Using Google Colaboratory

Google Colaboratory
Google Colaboratory

Introduction

Google Colaboratory (Colab) is an online Python development platform. Basically, it is a Jupyter server running on Google’s cloud with many machine learning libraries pre-installed. Moreover, we can use GPUs to accelerate model training. And most importantly, the basic version of Colab is free so we can experiment with machine learning on this platform.

Note: If you have not used Jupyter notebook before, check out this tutorial to learn more about it.

In this short tutorial, we will use Colab to test the k-means algorithm in the scikit-learn library. The k-means algorithm is a method to partition data into clusters. If you want to know more about this algorithm, you may read p.385 - p.390 of Introduction to Statistical Learning.

Using Colab

Visit https://colab.research.google.com/. Click the Sign in button to sign in with your Google account if you have not done so. The Colab notebook will be stored in your Google Drive automatically.

Click File → New notebook in the menu to create a new notebook. The Python kernel of this notebook is not started yet. We can either press the Connect button on the right or execute a cell to start the kernel.

Executing a cell is the same as in Jupyter. Let’s enter the following code in the first cell and execute it by pressing SHIFT + ENTER.

from sklearn.cluster import KMeans
import numpy as np
import matplotlib as mpl
import matplotlib.pyplot as plt
import matplotlib.cm as cm
import pandas as pd
%matplotlib inline

As you can see, the libraries are imported without an issue. Colab has many machine learning related libraries pre-installed, including numpy, scipy, pandas, scikit-learn and TensorFlow.

Note: If you want to install a Python package, you may do so by using the pip command. For example, to install requests, type !pip install requests in a cell and execute it. Don’t forget the exclamation mark ! at the beginning for Linux commands.

Let’s write the function for using the k-mean algorithm.

def clustering(data, k): 
  km = KMeans(n_clusters=k, init='random',n_init=10, max_iter=300, tol=1e-04, random_state=0) # Create a model
  y_km = km.fit_predict(data) # Fit the model
  return km, y_km # return the trained clustering model and the clustering indices

When you click the ‘folder’ button on the left of Colab, you can open the file explorer.

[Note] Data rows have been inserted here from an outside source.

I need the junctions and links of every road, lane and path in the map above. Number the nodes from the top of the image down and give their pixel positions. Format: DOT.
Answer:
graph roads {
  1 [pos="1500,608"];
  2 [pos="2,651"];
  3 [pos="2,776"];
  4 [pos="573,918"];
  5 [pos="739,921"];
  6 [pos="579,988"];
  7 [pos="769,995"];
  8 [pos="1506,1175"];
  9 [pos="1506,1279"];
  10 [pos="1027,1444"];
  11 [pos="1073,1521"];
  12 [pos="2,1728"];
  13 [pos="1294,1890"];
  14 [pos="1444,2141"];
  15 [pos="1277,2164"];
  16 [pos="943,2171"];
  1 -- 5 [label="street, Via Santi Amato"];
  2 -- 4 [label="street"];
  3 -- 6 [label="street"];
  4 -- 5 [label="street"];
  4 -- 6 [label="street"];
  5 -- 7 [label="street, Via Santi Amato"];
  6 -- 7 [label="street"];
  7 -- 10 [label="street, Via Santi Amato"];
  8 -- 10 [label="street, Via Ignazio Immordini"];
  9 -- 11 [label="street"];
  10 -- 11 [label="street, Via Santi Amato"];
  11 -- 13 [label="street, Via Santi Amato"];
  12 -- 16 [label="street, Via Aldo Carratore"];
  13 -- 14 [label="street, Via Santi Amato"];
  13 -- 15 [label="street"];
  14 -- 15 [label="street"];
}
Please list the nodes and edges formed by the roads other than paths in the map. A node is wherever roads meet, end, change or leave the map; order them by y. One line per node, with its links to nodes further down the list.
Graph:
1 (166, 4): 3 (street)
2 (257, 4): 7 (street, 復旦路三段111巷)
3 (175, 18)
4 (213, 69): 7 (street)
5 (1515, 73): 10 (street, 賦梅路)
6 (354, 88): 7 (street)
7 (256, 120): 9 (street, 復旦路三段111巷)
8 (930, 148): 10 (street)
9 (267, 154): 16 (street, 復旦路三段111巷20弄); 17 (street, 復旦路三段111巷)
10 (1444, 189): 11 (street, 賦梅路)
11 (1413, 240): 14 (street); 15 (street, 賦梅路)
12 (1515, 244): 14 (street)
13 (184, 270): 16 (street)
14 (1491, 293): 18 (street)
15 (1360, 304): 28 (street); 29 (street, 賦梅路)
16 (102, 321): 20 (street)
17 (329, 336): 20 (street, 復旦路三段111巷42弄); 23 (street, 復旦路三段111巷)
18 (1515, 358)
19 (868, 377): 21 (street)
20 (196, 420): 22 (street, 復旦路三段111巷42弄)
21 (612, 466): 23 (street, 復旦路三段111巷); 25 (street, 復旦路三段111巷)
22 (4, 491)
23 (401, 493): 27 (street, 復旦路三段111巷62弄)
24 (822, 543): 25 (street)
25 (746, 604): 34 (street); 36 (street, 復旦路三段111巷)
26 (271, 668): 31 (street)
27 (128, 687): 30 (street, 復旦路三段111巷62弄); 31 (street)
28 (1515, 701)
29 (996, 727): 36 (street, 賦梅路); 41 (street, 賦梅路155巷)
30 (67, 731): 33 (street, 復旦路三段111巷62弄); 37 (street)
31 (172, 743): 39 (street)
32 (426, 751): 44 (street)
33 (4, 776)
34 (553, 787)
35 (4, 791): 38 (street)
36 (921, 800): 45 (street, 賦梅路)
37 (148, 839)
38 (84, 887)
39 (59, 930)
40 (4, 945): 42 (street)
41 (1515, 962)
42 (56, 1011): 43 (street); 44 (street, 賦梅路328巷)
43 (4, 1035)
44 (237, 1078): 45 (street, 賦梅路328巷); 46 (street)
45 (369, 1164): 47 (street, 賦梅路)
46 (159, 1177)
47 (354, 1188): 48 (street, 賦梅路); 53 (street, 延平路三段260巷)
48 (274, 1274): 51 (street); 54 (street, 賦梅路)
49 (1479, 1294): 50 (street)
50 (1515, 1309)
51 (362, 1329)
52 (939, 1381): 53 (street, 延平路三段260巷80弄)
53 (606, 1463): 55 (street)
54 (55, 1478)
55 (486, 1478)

We can upload files to this location and use these files in the Colab notebook.

Colab File Explorer
Colab File Explorer

For example, you may download this CSV file, then drag the downloaded file to the file explorer of Colab.

File uploaded
File uploaded

If you execute !ls in a cell, you can see that the file uploaded is listed.

Let’s read the data from the CSV file and pre-process the data a bit for model training.

df = pd.read_csv('data.csv')
data = df['value'].to_numpy()
data = np.reshape(data, (-1, 1)) 

We can create the model by calling the clustering function.

k = 3 # change the number of groups here
km, y_km = clustering(data=data, k=k)
print(f"Clustering results: {km.labels_}")
print(f"Centroids: {km.cluster_centers_}".replace('\n', ''))

We can also visualize the result in a graph.

colors = cm.rainbow(np.linspace(0, 1, k))
for i in range(k):
    plt.scatter(data[y_km == i, 0], np.zeros_like(data[y_km == i, 0]),s=50, c=colors[i].reshape((1, -1)),marker='s', edgecolor='black',label=f'cluster {i+1}')
plt.show()


Visualizing data
Visualizing data

You may download the notebook in this repository.

Conclusion

Google Colab is a great tool for everyone to try out machine learning. Novices can work on their machine learning projects without any setup, and experts can utilize its powerful features to experiment with machine learning ideas. In future tutorials, we will explore how to use Colab to train deep learning models with its GPU.